No. 33171  -    State of West Virginia v. Julian R. Smith



Maynard, Justice, dissenting:



            In this case, the majority bootstraps a few arguable disclosure violations into cause for a mistrial based on manifest necessity.

            The majority finds that manifest necessity for a mistrial is appropriate because the State failed to provide notice of a rebuttal witness; the State failed to disclose Jones's pretrial statement which the majority deems to be exculpatory; and the State failed to disclose that Jones had been offered the possibility of entering a plea to unaggravated robbery in exchange for his testimony. This Court has held that “[b]efore a manifest necessity exists which would warrant the declaring of a mistrial and the discharging of the jury and ordering a new trial, the circumstances must be prejudicial, or appear to be prejudicial, to the accused or the state.” Syllabus Point 3, State ex rel. Brooks v. Worrell, 156 W.Va. 8, 190 S.E.2d 474 (1972). It is clear that the alleged errors cited by the majority were not prejudicial to the defendant.

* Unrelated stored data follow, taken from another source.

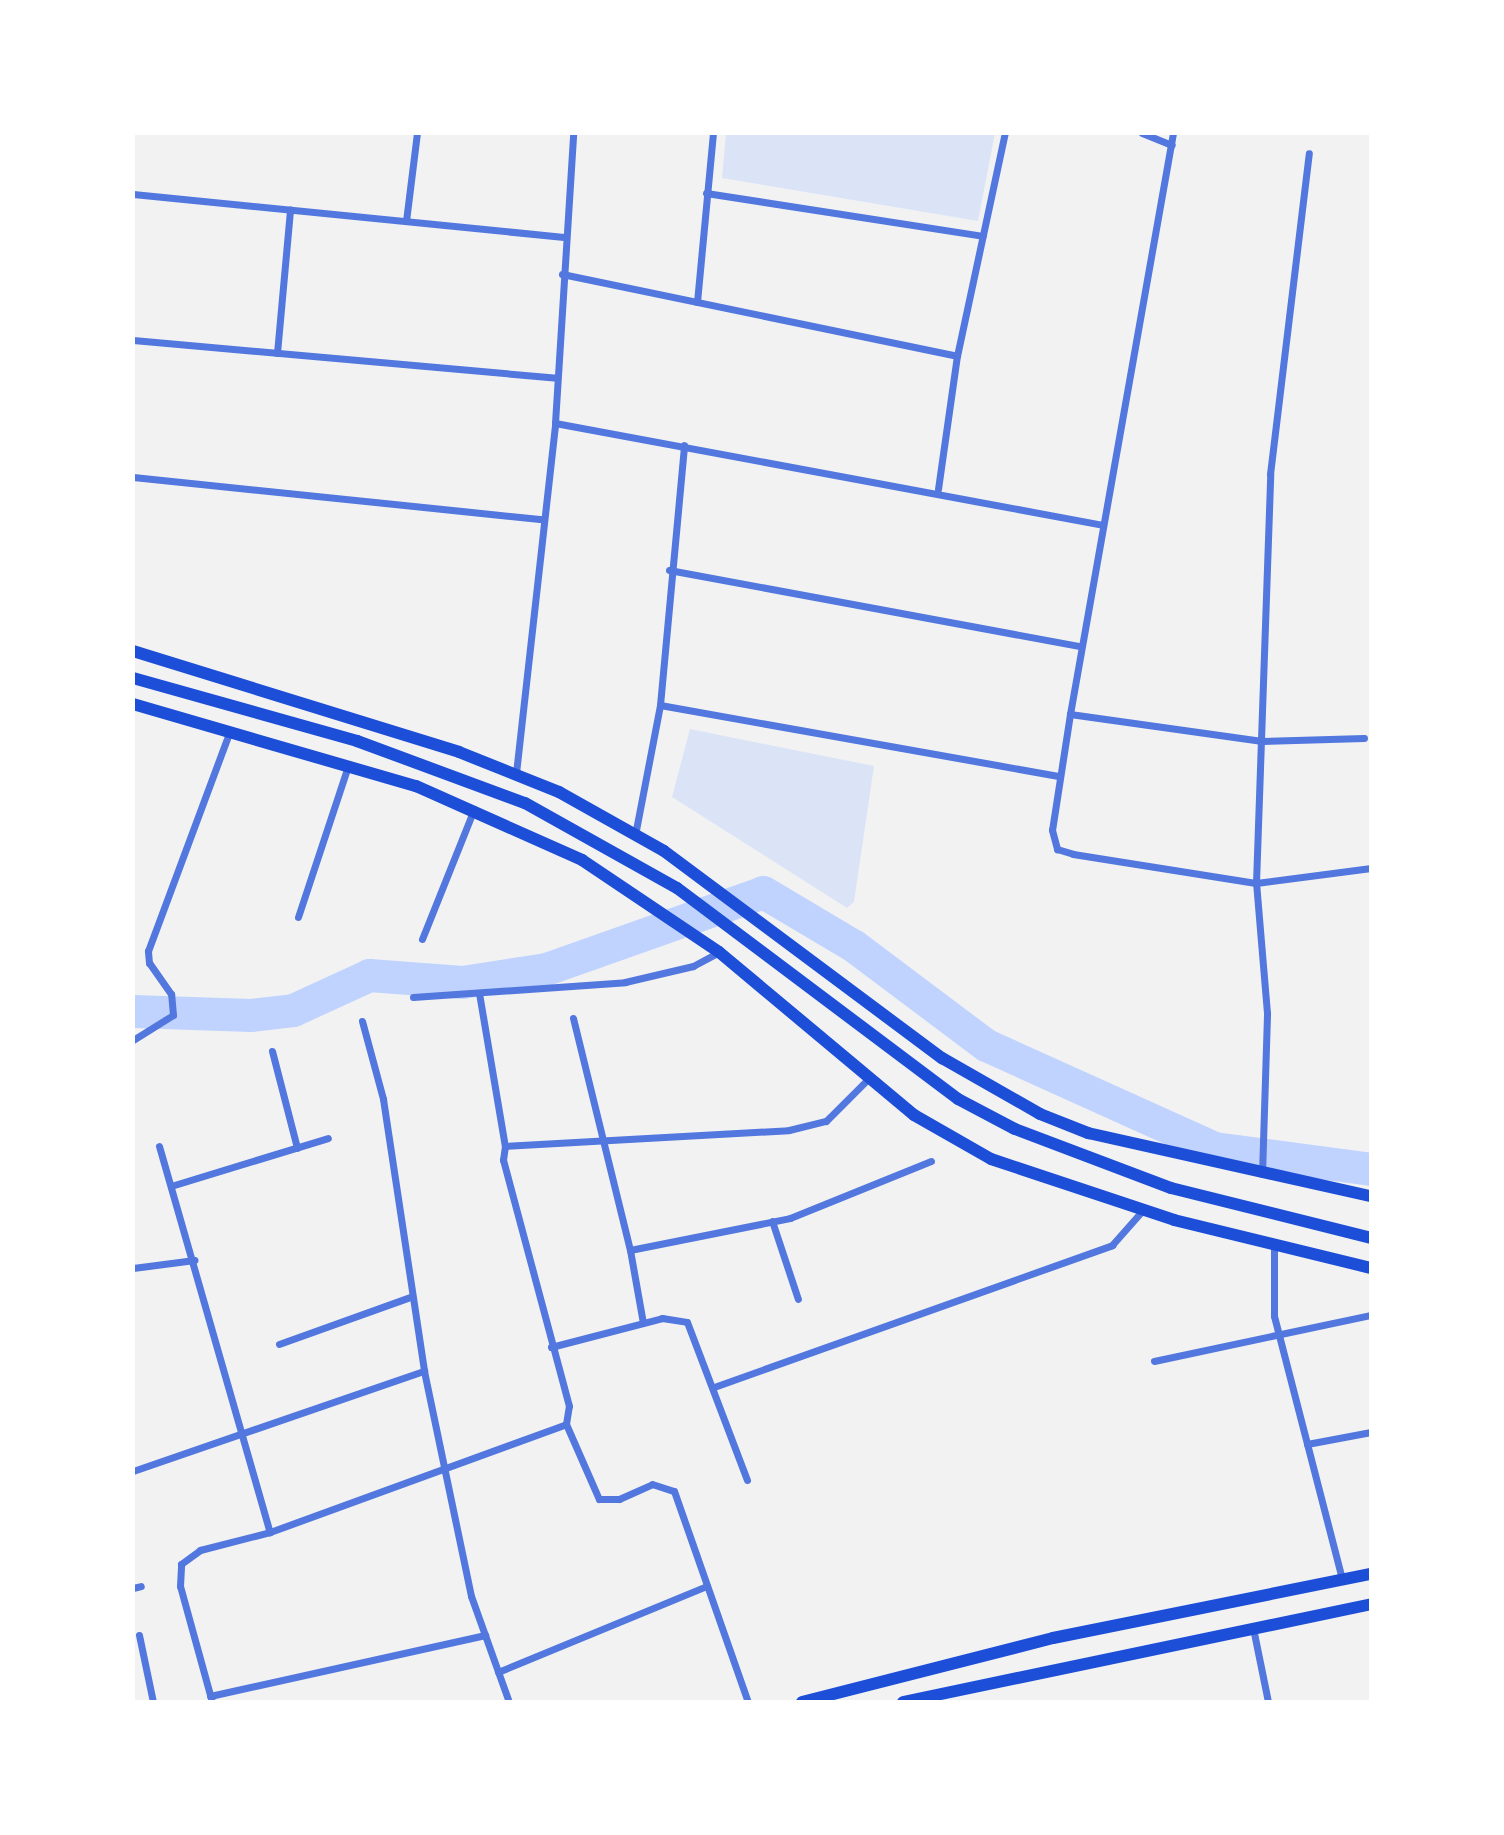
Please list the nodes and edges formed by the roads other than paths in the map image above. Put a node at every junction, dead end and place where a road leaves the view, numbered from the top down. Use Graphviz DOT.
graph roads {
  1 [pos="417,133"];
  2 [pos="573,133"];
  3 [pos="713,133"];
  4 [pos="1005,133"];
  5 [pos="1142,133"];
  6 [pos="1173,133"];
  7 [pos="1172,145"];
  8 [pos="1310,153"];
  9 [pos="706,193"];
  10 [pos="133,194"];
  11 [pos="290,210"];
  12 [pos="407,221"];
  13 [pos="983,236"];
  14 [pos="564,237"];
  15 [pos="562,274"];
  16 [pos="697,302"];
  17 [pos="133,340"];
  18 [pos="277,353"];
  19 [pos="957,356"];
  20 [pos="556,378"];
  21 [pos="555,422"];
  22 [pos="684,445"];
  23 [pos="133,477"];
  24 [pos="938,489"];
  25 [pos="542,519"];
  26 [pos="1103,525"];
  27 [pos="669,570"];
  28 [pos="1081,646"];
  29 [pos="133,652"];
  30 [pos="133,678"];
  31 [pos="133,704"];
  32 [pos="660,705"];
  33 [pos="1070,715"];
  34 [pos="230,731"];
  35 [pos="1364,738"];
  36 [pos="1262,741"];
  37 [pos="349,765"];
  38 [pos="516,774"];
  39 [pos="1060,776"];
  40 [pos="474,809"];
  41 [pos="635,835"];
  42 [pos="1371,869"];
  43 [pos="1256,883"];
  44 [pos="298,917"];
  45 [pos="422,939"];
  46 [pos="719,952"];
  47 [pos="480,993"];
  48 [pos="413,997"];
  49 [pos="573,1018"];
  50 [pos="362,1021"];
  51 [pos="133,1040"];
  52 [pos="272,1051"];
  53 [pos="869,1078"];
  54 [pos="601,1136"];
  55 [pos="328,1138"];
  56 [pos="159,1146"];
  57 [pos="505,1146"];
  58 [pos="297,1148"];
  59 [pos="931,1161"];
  60 [pos="1262,1175"];
  61 [pos="171,1186"];
  62 [pos="1371,1196"];
  63 [pos="1143,1210"];
  64 [pos="772,1221"];
  65 [pos="1371,1238"];
  66 [pos="1274,1244"];
  67 [pos="630,1250"];
  68 [pos="194,1260"];
  69 [pos="133,1268"];
  70 [pos="1371,1268"];
  71 [pos="410,1297"];
  72 [pos="798,1299"];
  73 [pos="1371,1315"];
  74 [pos="643,1323"];
  75 [pos="1279,1335"];
  76 [pos="279,1344"];
  77 [pos="551,1347"];
  78 [pos="1154,1361"];
  79 [pos="424,1371"];
  80 [pos="714,1387"];
  81 [pos="566,1424"];
  82 [pos="1371,1432"];
  83 [pos="240,1433"];
  84 [pos="1307,1444"];
  85 [pos="442,1470"];
  86 [pos="133,1471"];
  87 [pos="747,1480"];
  88 [pos="270,1532"];
  89 [pos="1371,1574"];
  90 [pos="1342,1578"];
  91 [pos="707,1586"];
  92 [pos="1371,1604"];
  93 [pos="1252,1627"];
  94 [pos="139,1636"];
  95 [pos="485,1636"];
  96 [pos="498,1672"];
  97 [pos="211,1699"];
  98 [pos="153,1702"];
  99 [pos="509,1702"];
  100 [pos="748,1702"];
  101 [pos="802,1702"];
  102 [pos="903,1702"];
  103 [pos="1268,1702"];
  1 -- 12 [label="street"];
  2 -- 14 [label="street"];
  3 -- 9 [label="street"];
  4 -- 13 [label="street"];
  5 -- 7 [label="street"];
  6 -- 7 [label="street"];
  7 -- 26 [label="street"];
  8 -- 36 [label="street"];
  9 -- 13 [label="street"];
  9 -- 16 [label="street"];
  10 -- 11 [label="street"];
  11 -- 12 [label="street"];
  11 -- 18 [label="street"];
  12 -- 14 [label="street"];
  13 -- 19 [label="street"];
  14 -- 15 [label="street"];
  15 -- 16 [label="street"];
  15 -- 20 [label="street"];
  16 -- 19 [label="street"];
  17 -- 18 [label="street"];
  18 -- 20 [label="street"];
  19 -- 24 [label="street"];
  20 -- 21 [label="street"];
  21 -- 22 [label="street"];
  21 -- 25 [label="street"];
  22 -- 24 [label="street"];
  22 -- 27 [label="street"];
  23 -- 25 [label="street"];
  24 -- 26 [label="street"];
  25 -- 38 [label="street"];
  26 -- 28 [label="street"];
  27 -- 28 [label="street"];
  27 -- 32 [label="street"];
  28 -- 33 [label="street"];
  29 -- 38 [label="main road"];
  30 -- 65 [label="main road"];
  31 -- 34 [label="main road"];
  32 -- 39 [label="street"];
  32 -- 41 [label="street"];
  33 -- 36 [label="street"];
  33 -- 39 [label="street"];
  34 -- 37 [label="main road"];
  34 -- 51 [label="street"];
  35 -- 36 [label="street"];
  36 -- 43 [label="street"];
  37 -- 40 [label="main road"];
  37 -- 44 [label="street"];
  38 -- 41 [label="main road"];
  39 -- 43 [label="street"];
  40 -- 45 [label="street"];
  40 -- 46 [label="main road"];
  41 -- 60 [label="main road"];
  42 -- 43 [label="street"];
  43 -- 60 [label="street"];
  46 -- 47 [label="street"];
  46 -- 53 [label="main road"];
  47 -- 48 [label="street"];
  47 -- 57 [label="street"];
  49 -- 54 [label="street"];
  50 -- 71 [label="street"];
  52 -- 58 [label="street"];
  53 -- 54 [label="street"];
  53 -- 63 [label="main road"];
  54 -- 57 [label="street"];
  54 -- 67 [label="street"];
  55 -- 58 [label="street"];
  56 -- 61 [label="street"];
  57 -- 77 [label="street"];
  58 -- 61 [label="street"];
  59 -- 64 [label="street"];
  60 -- 62 [label="main road"];
  61 -- 68 [label="street"];
  63 -- 66 [label="main road"];
  63 -- 80 [label="street"];
  64 -- 67 [label="street"];
  64 -- 72 [label="street"];
  66 -- 70 [label="main road"];
  66 -- 75 [label="street"];
  67 -- 74 [label="street"];
  68 -- 69 [label="street"];
  68 -- 83 [label="street"];
  71 -- 76 [label="street"];
  71 -- 79 [label="street"];
  73 -- 75 [label="street"];
  74 -- 77 [label="street"];
  74 -- 80 [label="street"];
  75 -- 78 [label="street"];
  75 -- 84 [label="street"];
  77 -- 81 [label="street"];
  79 -- 83 [label="street"];
  79 -- 85 [label="street"];
  80 -- 87 [label="street"];
  81 -- 85 [label="street"];
  81 -- 91 [label="street"];
  82 -- 84 [label="street"];
  83 -- 86 [label="street"];
  83 -- 88 [label="street"];
  84 -- 90 [label="street"];
  85 -- 88 [label="street"];
  85 -- 95 [label="street"];
  88 -- 97 [label="street"];
  89 -- 90 [label="main road"];
  90 -- 101 [label="main road"];
  91 -- 96 [label="street"];
  91 -- 100 [label="street"];
  92 -- 93 [label="main road"];
  93 -- 102 [label="main road"];
  93 -- 103 [label="street"];
  94 -- 98 [label="street"];
  95 -- 96 [label="street"];
  95 -- 97 [label="street"];
  96 -- 99 [label="street"];
}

            First, the majority readily acknowledges that the failure of the State to disclose a rebuttal witness in an alibi case before the witness testifies does not require the reversal of a criminal conviction. As noted by the majority, in State v. Roy, 194 W.Va. 276, 460 S.E.2d 277 (1995), we held that the nondisclosure did not necessitate reversing the conviction because the defendant did not request a recess or a continuance in order to prepare a challenge to the witness's testimony. Also, in State v. Miller, 195 W.Va. 656, 466 S.E.2d 507 (1995), this Court affirmed the conviction where an undisclosed rebuttal witness gave testimony contrary to the defendant's alibi defense because, inter alia, the defendant failed to request a recess or a continuance of the proceedings. In the instant case, the defendant did not move for a recess or a continuance when Jones was called to testify. Therefore, application of our precedent in Roy and Miller mandates that no reversible error occurred and likewise no manifest necessity for a mistrial.

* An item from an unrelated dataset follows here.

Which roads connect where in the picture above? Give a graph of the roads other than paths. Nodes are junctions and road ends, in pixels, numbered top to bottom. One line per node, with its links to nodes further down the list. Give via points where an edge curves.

            Second, I do not believe the defendant was prejudiced by the State's failure to disclose Jones's pretrial statement. Significantly, it is questionable whether the statement is exculpatory. At trial, the defendant testified that he was sleeping at his mother's house in Charleston at the time of the robbery at approximately 5:00 a.m. Jones indicated in his pretrial statement that he dropped the defendant off at the house in Charleston at 3:00 a.m. Thus, even if the jury had believed Jones's pretrial statement, the statement is not inconsistent with the fact that the defendant robbed the Taco Bell two hours later at 5:00 a.m. In addition, I fail to see, and the majority does not explain, how the State's failure to disclose the statement hampered the defendant's preparation of his case. Finally, I do not believe, in light of the strong circumstantial and physical evidence of the defendant's guilt, that disclosure of Jones's pretrial statement would likely have changed the outcome of the trial. Therefore, any error in the State's failure to disclose Jones's pretrial statement was harmless and certainly did not necessitate a mistrial based on manifest necessity.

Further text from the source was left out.